> **What is needed**
Across the entries below, how many lines contain the string "road"? Give only the count.

[Stored items from a collection]
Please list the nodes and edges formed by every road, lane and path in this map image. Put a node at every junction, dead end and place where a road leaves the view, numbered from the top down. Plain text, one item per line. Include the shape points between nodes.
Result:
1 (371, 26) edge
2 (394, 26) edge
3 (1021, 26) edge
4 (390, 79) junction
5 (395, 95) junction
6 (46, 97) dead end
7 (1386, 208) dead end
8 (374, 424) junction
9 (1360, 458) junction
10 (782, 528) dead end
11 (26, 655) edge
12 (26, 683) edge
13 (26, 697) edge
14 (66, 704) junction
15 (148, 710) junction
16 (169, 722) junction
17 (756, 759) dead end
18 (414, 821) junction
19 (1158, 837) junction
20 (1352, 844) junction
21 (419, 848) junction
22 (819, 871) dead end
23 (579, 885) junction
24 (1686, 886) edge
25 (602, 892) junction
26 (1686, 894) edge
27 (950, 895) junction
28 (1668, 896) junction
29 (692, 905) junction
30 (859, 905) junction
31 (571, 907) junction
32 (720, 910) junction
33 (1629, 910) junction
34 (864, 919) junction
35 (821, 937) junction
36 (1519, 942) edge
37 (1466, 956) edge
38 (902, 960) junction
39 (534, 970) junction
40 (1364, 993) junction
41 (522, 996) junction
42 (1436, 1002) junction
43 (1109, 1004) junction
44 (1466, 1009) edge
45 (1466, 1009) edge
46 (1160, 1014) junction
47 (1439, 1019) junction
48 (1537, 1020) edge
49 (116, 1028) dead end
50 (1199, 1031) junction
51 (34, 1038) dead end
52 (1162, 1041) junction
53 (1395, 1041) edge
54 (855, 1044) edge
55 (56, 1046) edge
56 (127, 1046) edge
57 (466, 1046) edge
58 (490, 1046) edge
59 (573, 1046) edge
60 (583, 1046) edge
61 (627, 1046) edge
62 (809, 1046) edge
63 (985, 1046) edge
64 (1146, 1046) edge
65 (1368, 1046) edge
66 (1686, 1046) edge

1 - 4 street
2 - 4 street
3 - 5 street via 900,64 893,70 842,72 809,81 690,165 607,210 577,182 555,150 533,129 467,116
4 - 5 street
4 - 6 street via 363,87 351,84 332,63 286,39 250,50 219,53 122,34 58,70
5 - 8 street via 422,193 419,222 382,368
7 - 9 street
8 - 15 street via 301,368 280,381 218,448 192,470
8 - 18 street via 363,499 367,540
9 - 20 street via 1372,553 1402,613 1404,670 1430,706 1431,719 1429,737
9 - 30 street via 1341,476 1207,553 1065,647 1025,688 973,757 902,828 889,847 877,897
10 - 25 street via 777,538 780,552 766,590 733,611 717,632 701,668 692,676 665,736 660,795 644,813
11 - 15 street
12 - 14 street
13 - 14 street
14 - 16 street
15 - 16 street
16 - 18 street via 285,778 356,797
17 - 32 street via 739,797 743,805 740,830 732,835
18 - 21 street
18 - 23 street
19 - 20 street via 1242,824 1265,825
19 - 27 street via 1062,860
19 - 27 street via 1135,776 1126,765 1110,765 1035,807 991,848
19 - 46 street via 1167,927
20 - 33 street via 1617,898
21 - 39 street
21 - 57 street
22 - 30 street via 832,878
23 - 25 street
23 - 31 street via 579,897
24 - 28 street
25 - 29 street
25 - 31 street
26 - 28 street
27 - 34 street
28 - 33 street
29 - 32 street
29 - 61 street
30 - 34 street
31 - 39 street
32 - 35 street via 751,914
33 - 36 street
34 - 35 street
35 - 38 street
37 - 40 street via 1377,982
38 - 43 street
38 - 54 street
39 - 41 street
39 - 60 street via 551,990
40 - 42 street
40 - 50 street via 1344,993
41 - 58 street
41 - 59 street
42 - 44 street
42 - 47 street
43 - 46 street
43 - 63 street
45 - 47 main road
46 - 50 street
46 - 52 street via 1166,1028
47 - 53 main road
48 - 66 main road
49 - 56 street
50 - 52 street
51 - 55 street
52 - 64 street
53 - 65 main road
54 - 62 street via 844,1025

> **Task answer**
5